QRコードを2回読み取っただけで、73万円を不正に引き出された──PayPay巡る被害に「怖すぎ」の声
https://news.yahoo.co.jp/articles/80b63f12ed25b4289effdfe56808c418151ecbba
突如として届いた、「PayPayカード」を名乗る請求メール。添付されたリンクを開いてQRコードを読み取ったところ、銀行口座から計73万円がPayPayアプリの残高として引き出され、勝手に使われてしまった――X上でこんな被害が報告され、注目を集めている。
特徴的なのは、QRコードを2回読み取らせるだけで、残高を引き出したというその手口だ。
被害を公表したのは、アプリ開発企業アプリス(東京都豊島区)のXアカウント。同アカウントの管理者は、PayPay残高が1万円だったにもかかわらず、PC上に表示されたQRコードを読み取っただけで銀行口座から入金され、合計73万円が使われる被害に遭ったという。管理者は6月18日にnoteで詳しい経緯を公開。noteには3000件以上のいいねが付いた他、X上で「怖すぎ」と反響が集まっている。
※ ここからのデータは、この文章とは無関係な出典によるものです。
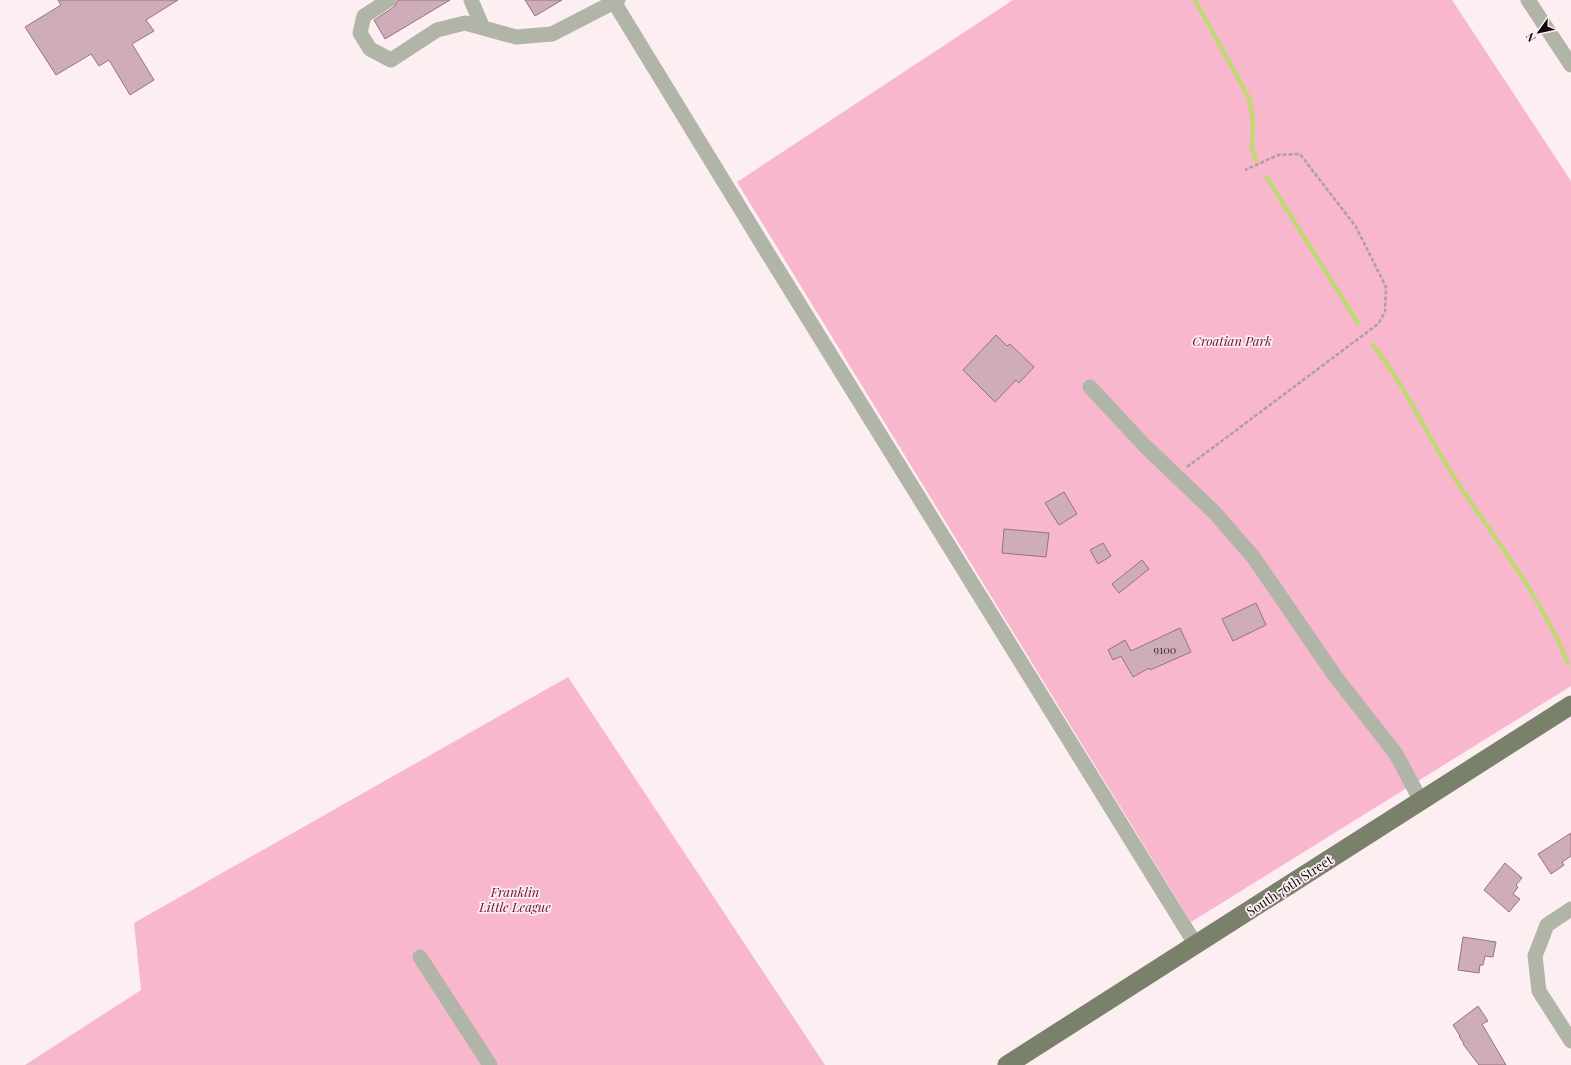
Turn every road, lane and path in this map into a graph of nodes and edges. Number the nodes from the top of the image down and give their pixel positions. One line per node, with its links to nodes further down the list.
1 (389, 0): 5 (street)
2 (471, 0): 5 (street)
3 (1528, 0): 6 (street)
4 (616, 1): 5 (street); 13 (street)
5 (483, 28)
6 (1571, 65)
7 (1245, 170): 9 (path)
8 (1090, 388): 9 (street)
9 (1176, 475): 11 (street)
10 (1571, 705): 11 (main road, South 76th Street)
11 (1421, 800): 13 (main road, South 76th Street)
12 (1571, 909): 15 (street)
13 (1196, 945): 17 (main road, South 76th Street)
14 (420, 957): 16 (street)
15 (1571, 1040)
16 (490, 1065)
17 (1007, 1065)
noteの記事によれば、同アカウントの管理者は18日、「PayPayカード」をかたる請求メールを受信。文面やデザインはPayPay公式を装ったもので、記載されたリンクを開くと、PC画面に2つのQRコードが表示され、PayPayアプリで順にスキャンするよう促されたという。
指示に従ってQRコードを読み取ったところ、アプリ上には特に確認表示もないまま、銀行口座から6~10万円ずつの出金が複数回実行され、PayPayの残高にチャージされた。直後、Appliss公式アカウントの管理者が操作していないにもかかわらず、競輪・オートレースの投票券を購入できるサービス「WINTICKET」への支払いが相次いで行われ、合計73万円を勝手に使われたという。
オートチャージ機能はオフにしていたものの、チャージと支払いは止まらなかった。すぐに銀行口座の連携を解除したが、ほぼ全額が使われた後だったという。
●手口の再現、「簡単すぎ」?
Applissの投稿を受けて、実際に同じ手口が実行できるか検証した人物も登場。XユーザーのJ416DYさんは19日に「PayPayのフィッシングが簡単すぎた話」と題し、実際にWINTICKETとPayPayを使った検証結果をまとめたnoteを公開した。
WINTICKETはPayPayからの入金に対応している。J416DYさんは、WINTICKETのアカウントを作成し、連携用のQRコード2つを発行。それぞれをPayPayアプリで読み取ることで両アカウントが連携できることを確認した。さらに、WINTICKET上で支払い手段としてPayPayを選択すると、PayPay経由で残高にチャージできることも確かめた。
【中略】
さらにJ416DYさんはITmedia NEWSの取材に対し、スターバックスのプリペイドカードや楽天競馬でも同様の連携挙動を確認したとして、「特に類似サービスの楽天競馬では、同様の被害が発生するおそれがある」との見解を示した。
WINTICKETを運営するサイバーエージェントは19日、Webブラウザ版でのPayPay連携機能を一時停止。利用者の保護と被害拡大防止を目的に、メンテナンスを実施しているという。